Bu yıl öncelikle kısa filmlere yönelinecek. Benim naçizane önerim kısa filmlerden oluşan "Paris, I Love You" ve "New York, I Love You" filmlerinin izinden gidip Mardin’de çekilen ve şehirle ilintili kısa filmlerden "Mardin, Seni Seviyorum" adlı bir uzun metraj çıkartmak.
"İstanbul, Seni Seviyorum" çok konuşulsa da bir türlü hayata geçememişti. "Mardin, Seni Seviyorum" hem Türkiye için de bir ilk olur. Bu arada Diyarbakır, Urfa gibi yakın illerdeki sinema derneklerinin de Mardin’i örnek alarak harekete geçme arzusunda olduğunu duydum.
Din, dil ve kültürlerin birleştiği bu çok sesli illerde sinema adına çok güzel şeyler yapılabilir.
Üstelik artık Doğu, "Batı bizi yalnız bırakıyor" da demiyor.
Çünkü Mardin Sinema Derneği’ne destek vermek için buraya gelenlerden onlar da çok etkilendiler.
Tuna Kiremitçi söylüyor
"Düğünler, ayrılıklar, hüzünler, aşklar, yeni başlangıçlar hayatta hep bir şarkıya ulaşmak için varlar" dedi o gece Tuna Kiremitçi.
Çok da güzel söyledi bence.
9 yıl aradan sonra tekrar müziğe dönen Tuna’nın Beyoğlu Hayal Kahvesi’ndeki ilk performansında sadece müzik değil sözler de etkileyiciydi.

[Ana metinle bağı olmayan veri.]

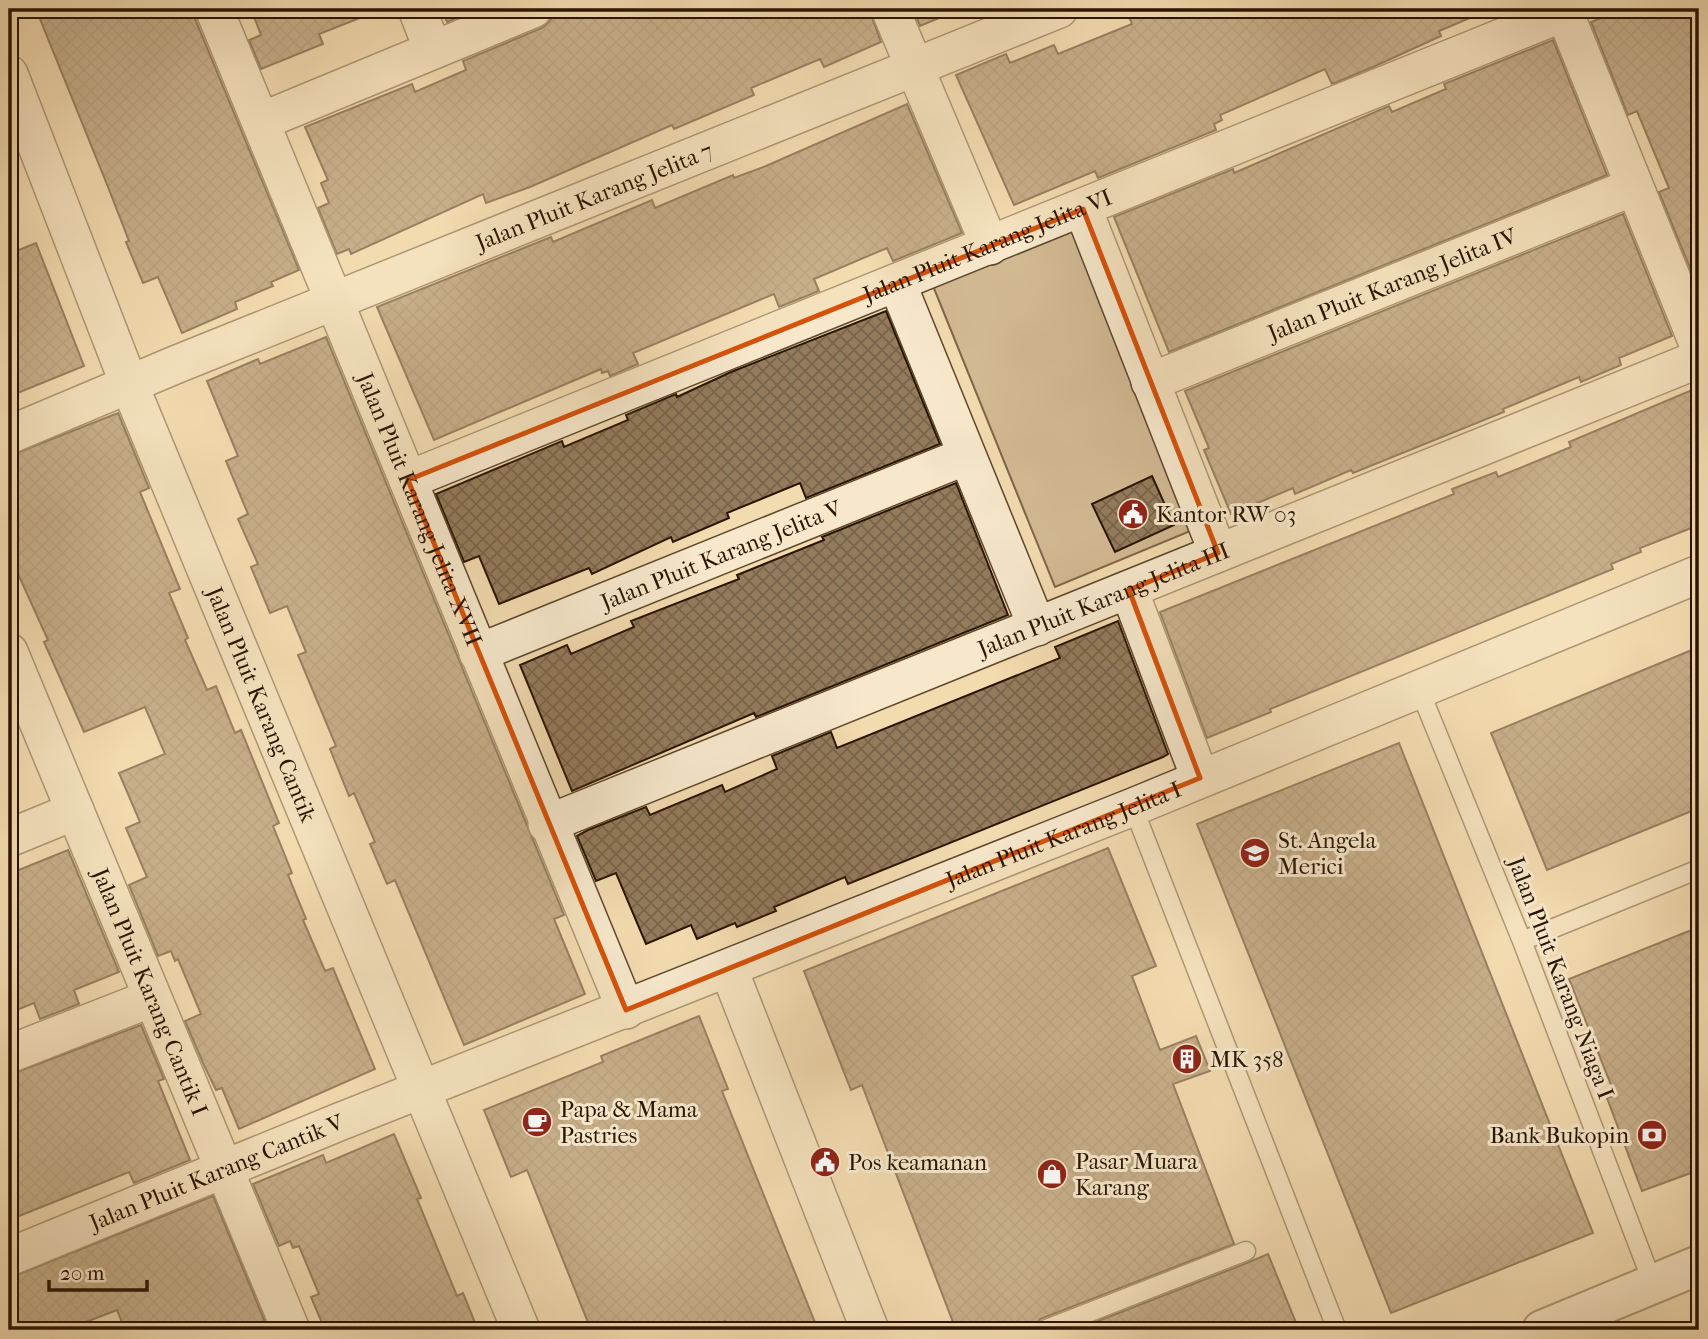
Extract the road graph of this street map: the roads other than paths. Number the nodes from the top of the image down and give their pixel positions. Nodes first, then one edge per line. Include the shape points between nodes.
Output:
1 (214, 9) edge
2 (417, 9) edge
3 (533, 9) edge
4 (890, 9) edge
5 (1059, 9) edge
6 (1564, 10) edge
7 (433, 50) junction
8 (914, 65) junction
9 (9, 74) edge
10 (262, 121) junction
11 (1633, 187) junction
12 (1083, 209) junction
13 (990, 246) junction
14 (897, 284) junction
15 (334, 303) junction
16 (1699, 345) edge
17 (1699, 359) edge
18 (1150, 382) junction
19 (129, 384) junction
20 (9, 435) edge
21 (966, 456) junction
22 (408, 480) junction
23 (1218, 553) junction
24 (1699, 574) edge
25 (1129, 590) junction
26 (1037, 627) junction
27 (9, 652) edge
28 (478, 653) junction
29 (1420, 691) junction
30 (1200, 778) junction
31 (1133, 807) junction
32 (75, 811) junction
33 (547, 824) junction
34 (9, 838) edge
35 (1699, 869) edge
36 (1522, 941) junction
37 (729, 970) junction
38 (152, 998) junction
39 (626, 1010) junction
40 (9, 1054) edge
41 (423, 1088) junction
42 (224, 1168) junction
43 (1246, 1251) dead end
44 (9, 1257) edge
45 (1699, 1265) edge
46 (1653, 1284) junction
47 (291, 1330) edge
48 (521, 1330) edge
49 (870, 1330) edge
50 (1044, 1330) edge
51 (1338, 1330) edge
52 (1542, 1330) edge

1 - 10 street, Jalan Pluit Karang Jelita XVII
2 - 7 street
3 - 7 street
4 - 8 street
5 - 8 street, Jalan Pluit Karang Jelita 7
6 - 11 street
6 - 12 street, Jalan Pluit Karang Jelita VI
7 - 10 street
8 - 13 street
8 - 15 street, Jalan Pluit Karang Jelita 7
9 - 19 street, Jalan Pluit Karang Cantik
10 - 15 street, Jalan Pluit Karang Jelita XVII
11 - 16 street
11 - 18 street, Jalan Pluit Karang Jelita IV
12 - 13 street, Jalan Pluit Karang Jelita VI
12 - 18 street
13 - 14 street, Jalan Pluit Karang Jelita VI
14 - 21 street
14 - 22 street, Jalan Pluit Karang Jelita VI
15 - 19 street, Jalan Pluit Karang Jelita 7
15 - 22 street, Jalan Pluit Karang Jelita XVII
17 - 23 street, Jalan Pluit Karang Jelita III
18 - 23 street
19 - 20 street, Jalan Pluit Karang Jelita 7
19 - 41 street, Jalan Pluit Karang Cantik
21 - 26 street
21 - 28 street, Jalan Pluit Karang Jelita V
22 - 28 street, Jalan Pluit Karang Jelita XVII
23 - 25 street, Jalan Pluit Karang Jelita III
24 - 29 street, Jalan Pluit Karang Jelita I
25 - 26 street, Jalan Pluit Karang Jelita III
25 - 30 street
26 - 33 street, Jalan Pluit Karang Jelita III
27 - 32 street, Jalan Pluit Karang Cantik I
28 - 33 street, Jalan Pluit Karang Jelita XVII
29 - 30 street, Jalan Pluit Karang Jelita I
29 - 36 lane, Jalan Pluit Karang Niaga I
30 - 31 street, Jalan Pluit Karang Jelita I
31 - 37 street, Jalan Pluit Karang Jelita I
31 - 51 lane
32 - 34 street
32 - 38 street, Jalan Pluit Karang Cantik I
33 - 39 street, Jalan Pluit Karang Jelita XVII
35 - 36 lane
36 - 46 lane, Jalan Pluit Karang Niaga I
37 - 39 street, Jalan Pluit Karang Jelita I
37 - 49 street
38 - 40 street
38 - 42 street, Jalan Pluit Karang Cantik I
39 - 41 street, Jalan Pluit Karang Jelita I
41 - 42 street, Jalan Pluit Karang Cantik V
41 - 48 street, Jalan Pluit Karang Cantik
42 - 44 street, Jalan Pluit Karang Cantik V
42 - 47 street, Jalan Pluit Karang Cantik I
43 - 50 lane
45 - 46 street
46 - 52 street

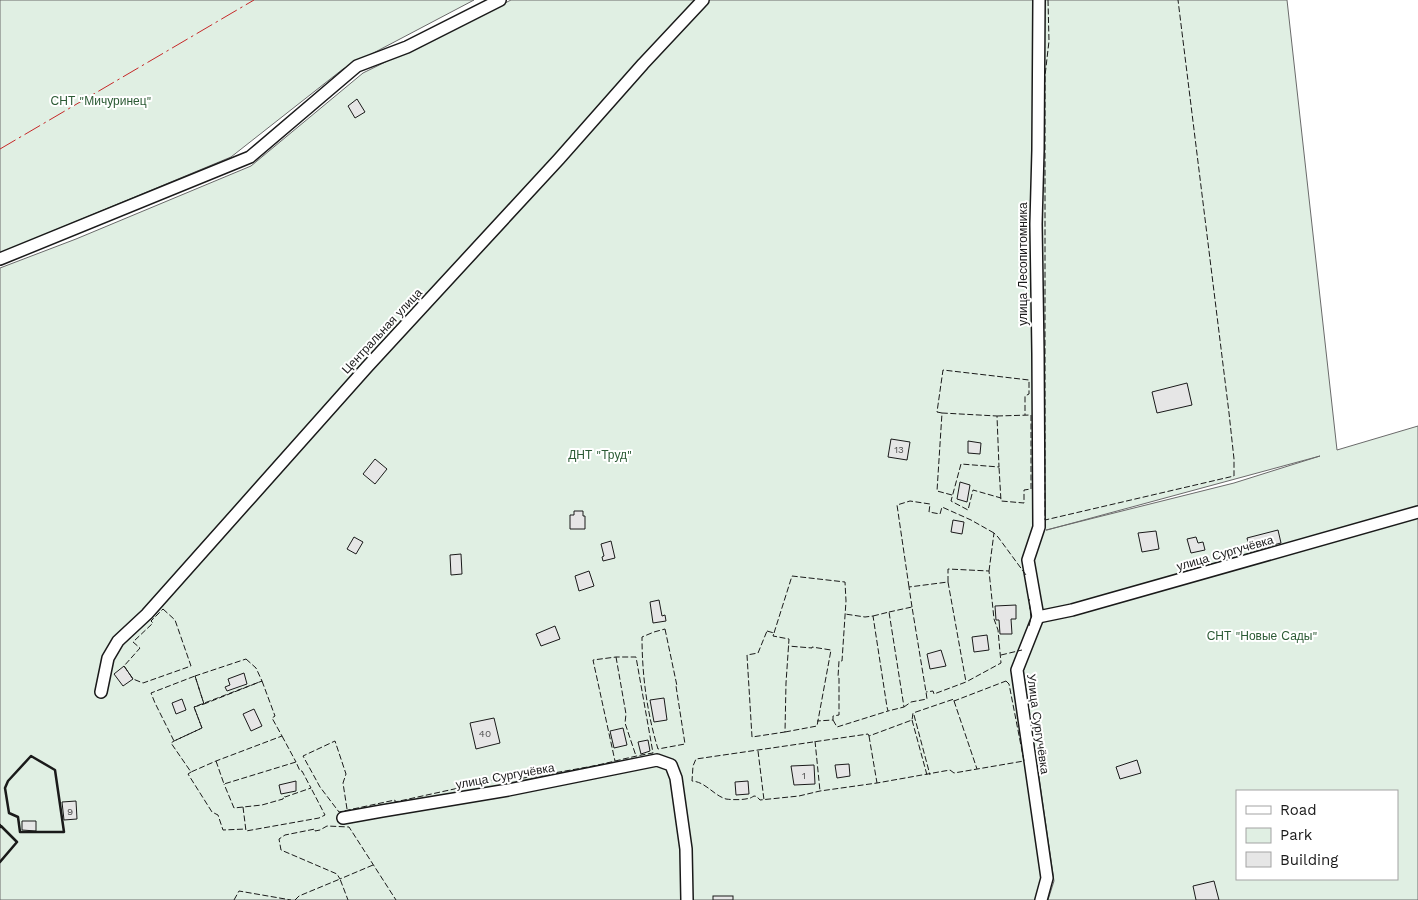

Hem yazar hem de besteci ve müzisyensen böyle oluyor galiba. O gece Demet Sağıroğlu da sahneye çıktı, Kınalı Bebek ve İhanet Ettin’i hatırlattı bizlere. Hatırlattı diyorum çünkü baktım da "Tanrı’ya seni ben şikayet ettim, çünkü sen aşkıma ihanet ettin" diyeli çok uzun yıllar olmuş.
Ama aynı bisiklete binmek, kayak yapmak ya da yüzmek gibi güzel şarkılar da yıllar geçse bile hiç unutulmuyor.
Hayal’de hayal ettiğimden de güzel bir gece geçirdim.